» Problem to work on:
Which lines of the data below contain "ПРОИЗВОДСТВЕННАЯ"? Please show them all.

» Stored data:

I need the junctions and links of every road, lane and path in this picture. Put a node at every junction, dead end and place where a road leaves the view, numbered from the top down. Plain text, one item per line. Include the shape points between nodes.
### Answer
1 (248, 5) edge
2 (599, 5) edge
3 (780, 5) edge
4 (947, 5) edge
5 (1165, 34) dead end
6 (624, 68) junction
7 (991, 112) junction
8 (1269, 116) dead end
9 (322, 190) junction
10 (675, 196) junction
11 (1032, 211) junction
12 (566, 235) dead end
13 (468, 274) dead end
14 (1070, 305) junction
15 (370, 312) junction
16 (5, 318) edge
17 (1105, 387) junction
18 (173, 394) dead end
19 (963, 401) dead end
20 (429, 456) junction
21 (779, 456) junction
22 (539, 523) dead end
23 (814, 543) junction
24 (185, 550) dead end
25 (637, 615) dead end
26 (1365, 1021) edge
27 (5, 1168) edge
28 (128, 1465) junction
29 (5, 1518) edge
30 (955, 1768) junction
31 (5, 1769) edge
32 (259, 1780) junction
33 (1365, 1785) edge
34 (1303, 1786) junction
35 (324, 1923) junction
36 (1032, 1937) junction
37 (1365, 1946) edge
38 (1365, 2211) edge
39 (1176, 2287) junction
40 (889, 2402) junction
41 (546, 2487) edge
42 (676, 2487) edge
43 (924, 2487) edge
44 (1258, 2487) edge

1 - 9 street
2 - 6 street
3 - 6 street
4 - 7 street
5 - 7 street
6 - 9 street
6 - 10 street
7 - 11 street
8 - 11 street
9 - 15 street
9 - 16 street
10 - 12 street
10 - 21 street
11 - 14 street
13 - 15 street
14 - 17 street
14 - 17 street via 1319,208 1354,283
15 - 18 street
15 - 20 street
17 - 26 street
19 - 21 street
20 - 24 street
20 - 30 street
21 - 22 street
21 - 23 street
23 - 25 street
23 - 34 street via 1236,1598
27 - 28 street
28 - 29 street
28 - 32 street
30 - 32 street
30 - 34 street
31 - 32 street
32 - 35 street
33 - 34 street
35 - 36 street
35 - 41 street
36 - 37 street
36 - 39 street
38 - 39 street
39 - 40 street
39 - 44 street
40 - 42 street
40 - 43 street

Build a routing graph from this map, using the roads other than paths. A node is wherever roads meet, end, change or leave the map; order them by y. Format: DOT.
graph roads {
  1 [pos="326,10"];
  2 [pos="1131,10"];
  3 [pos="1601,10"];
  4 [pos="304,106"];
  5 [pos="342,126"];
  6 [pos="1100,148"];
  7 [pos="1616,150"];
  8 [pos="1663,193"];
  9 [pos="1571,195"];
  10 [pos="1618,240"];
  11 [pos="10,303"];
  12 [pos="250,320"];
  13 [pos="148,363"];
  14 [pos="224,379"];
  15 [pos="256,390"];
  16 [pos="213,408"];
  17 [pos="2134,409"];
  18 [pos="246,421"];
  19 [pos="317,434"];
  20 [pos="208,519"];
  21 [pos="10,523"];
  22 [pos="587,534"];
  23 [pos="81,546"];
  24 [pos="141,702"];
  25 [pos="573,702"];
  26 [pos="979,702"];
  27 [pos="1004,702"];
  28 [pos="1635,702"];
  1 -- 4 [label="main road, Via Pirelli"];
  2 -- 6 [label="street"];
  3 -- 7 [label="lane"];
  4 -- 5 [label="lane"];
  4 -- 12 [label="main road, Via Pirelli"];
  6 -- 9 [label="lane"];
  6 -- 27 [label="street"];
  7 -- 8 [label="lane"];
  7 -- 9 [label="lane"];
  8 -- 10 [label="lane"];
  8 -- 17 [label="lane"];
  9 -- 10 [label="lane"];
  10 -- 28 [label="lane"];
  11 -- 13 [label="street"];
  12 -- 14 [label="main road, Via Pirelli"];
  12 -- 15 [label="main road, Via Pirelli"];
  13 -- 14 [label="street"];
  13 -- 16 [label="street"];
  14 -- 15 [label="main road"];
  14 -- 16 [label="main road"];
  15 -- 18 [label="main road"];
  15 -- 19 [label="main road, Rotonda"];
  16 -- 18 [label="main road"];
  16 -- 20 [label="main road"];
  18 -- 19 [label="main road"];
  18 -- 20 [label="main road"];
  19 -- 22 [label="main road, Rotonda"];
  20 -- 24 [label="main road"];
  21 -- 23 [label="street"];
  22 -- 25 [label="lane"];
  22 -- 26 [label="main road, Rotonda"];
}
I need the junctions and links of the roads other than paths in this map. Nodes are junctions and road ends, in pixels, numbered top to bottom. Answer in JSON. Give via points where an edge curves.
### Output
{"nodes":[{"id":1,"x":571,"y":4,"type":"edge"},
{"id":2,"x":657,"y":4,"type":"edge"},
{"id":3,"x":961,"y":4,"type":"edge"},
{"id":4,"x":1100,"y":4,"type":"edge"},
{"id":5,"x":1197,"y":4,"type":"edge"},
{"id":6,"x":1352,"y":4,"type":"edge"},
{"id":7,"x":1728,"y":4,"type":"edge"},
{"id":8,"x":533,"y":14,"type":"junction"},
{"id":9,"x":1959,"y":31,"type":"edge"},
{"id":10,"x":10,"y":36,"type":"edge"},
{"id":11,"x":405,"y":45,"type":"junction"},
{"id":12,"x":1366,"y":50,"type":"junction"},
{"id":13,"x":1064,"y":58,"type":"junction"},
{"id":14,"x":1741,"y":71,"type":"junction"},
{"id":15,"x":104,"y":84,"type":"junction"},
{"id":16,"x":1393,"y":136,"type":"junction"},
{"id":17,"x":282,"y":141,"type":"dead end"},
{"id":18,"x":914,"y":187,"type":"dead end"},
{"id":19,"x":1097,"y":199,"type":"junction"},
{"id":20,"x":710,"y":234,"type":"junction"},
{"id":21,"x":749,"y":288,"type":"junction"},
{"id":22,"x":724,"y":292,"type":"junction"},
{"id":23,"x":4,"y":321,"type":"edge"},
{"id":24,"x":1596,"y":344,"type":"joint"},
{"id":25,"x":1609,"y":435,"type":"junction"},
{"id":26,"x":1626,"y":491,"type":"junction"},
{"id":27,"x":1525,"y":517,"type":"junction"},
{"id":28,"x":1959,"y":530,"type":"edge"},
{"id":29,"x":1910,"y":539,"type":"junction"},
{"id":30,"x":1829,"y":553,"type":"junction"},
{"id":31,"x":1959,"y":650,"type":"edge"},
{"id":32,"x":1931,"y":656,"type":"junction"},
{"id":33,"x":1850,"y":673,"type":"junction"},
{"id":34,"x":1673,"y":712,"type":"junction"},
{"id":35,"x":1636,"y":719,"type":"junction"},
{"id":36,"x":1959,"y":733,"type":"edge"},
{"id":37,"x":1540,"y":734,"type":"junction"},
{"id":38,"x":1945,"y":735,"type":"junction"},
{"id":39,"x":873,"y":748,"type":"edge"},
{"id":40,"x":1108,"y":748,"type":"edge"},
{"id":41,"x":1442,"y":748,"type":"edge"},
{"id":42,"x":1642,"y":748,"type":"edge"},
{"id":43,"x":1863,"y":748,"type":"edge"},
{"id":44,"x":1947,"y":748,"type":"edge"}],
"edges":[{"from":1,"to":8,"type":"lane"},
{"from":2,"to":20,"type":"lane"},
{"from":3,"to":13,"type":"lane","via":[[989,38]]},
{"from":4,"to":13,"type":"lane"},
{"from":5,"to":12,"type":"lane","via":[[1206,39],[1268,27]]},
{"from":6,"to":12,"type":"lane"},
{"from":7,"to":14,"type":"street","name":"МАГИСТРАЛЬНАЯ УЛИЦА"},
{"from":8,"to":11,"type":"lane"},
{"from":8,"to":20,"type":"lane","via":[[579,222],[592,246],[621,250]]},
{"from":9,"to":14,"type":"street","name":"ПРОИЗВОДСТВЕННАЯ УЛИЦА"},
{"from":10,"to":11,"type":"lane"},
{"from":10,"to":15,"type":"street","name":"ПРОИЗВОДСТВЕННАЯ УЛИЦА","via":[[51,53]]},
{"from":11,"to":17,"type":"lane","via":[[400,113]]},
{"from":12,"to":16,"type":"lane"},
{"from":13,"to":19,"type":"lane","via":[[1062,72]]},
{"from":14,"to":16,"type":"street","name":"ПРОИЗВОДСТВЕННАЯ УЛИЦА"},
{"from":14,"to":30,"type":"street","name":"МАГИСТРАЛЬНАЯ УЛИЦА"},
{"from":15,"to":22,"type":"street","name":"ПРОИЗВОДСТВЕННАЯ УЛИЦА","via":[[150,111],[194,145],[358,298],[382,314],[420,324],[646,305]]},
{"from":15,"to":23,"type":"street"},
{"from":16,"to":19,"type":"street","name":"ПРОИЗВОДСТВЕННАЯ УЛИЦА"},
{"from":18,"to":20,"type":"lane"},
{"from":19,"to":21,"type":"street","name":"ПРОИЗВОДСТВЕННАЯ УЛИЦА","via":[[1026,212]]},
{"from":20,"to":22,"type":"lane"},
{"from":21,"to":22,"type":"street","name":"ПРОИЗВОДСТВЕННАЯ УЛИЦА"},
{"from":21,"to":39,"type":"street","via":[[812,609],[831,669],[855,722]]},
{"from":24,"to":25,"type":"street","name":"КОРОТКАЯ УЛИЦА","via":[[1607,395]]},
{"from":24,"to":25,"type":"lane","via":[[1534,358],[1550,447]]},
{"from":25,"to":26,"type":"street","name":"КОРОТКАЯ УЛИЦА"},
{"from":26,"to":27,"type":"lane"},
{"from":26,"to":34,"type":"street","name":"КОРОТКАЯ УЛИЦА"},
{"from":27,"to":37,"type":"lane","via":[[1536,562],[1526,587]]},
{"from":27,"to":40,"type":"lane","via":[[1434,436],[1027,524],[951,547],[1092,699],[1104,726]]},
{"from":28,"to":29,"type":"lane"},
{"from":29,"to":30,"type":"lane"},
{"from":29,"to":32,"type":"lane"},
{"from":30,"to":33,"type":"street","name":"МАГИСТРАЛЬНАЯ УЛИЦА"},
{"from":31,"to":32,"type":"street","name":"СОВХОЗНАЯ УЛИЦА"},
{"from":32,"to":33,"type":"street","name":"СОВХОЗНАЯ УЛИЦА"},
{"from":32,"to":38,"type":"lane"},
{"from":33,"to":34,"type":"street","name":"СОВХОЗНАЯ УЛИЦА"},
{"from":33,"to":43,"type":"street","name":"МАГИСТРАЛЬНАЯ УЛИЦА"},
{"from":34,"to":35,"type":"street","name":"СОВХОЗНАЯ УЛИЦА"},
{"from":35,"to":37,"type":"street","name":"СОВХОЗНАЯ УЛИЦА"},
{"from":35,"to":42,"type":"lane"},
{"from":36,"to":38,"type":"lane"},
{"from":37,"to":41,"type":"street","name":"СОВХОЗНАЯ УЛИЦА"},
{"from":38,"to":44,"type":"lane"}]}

» Solution to this task:
{"from":9,"to":14,"type":"street","name":"ПРОИЗВОДСТВЕННАЯ УЛИЦА"},
{"from":10,"to":15,"type":"street","name":"ПРОИЗВОДСТВЕННАЯ УЛИЦА","via":[[51,53]]},
{"from":14,"to":16,"type":"street","name":"ПРОИЗВОДСТВЕННАЯ УЛИЦА"},
{"from":15,"to":22,"type":"street","name":"ПРОИЗВОДСТВЕННАЯ УЛИЦА","via":[[150,111],[194,145],[358,298],[382,314],[420,324],[646,305]]},
{"from":16,"to":19,"type":"street","name":"ПРОИЗВОДСТВЕННАЯ УЛИЦА"},
{"from":19,"to":21,"type":"street","name":"ПРОИЗВОДСТВЕННАЯ УЛИЦА","via":[[1026,212]]},
{"from":21,"to":22,"type":"street","name":"ПРОИЗВОДСТВЕННАЯ УЛИЦА"},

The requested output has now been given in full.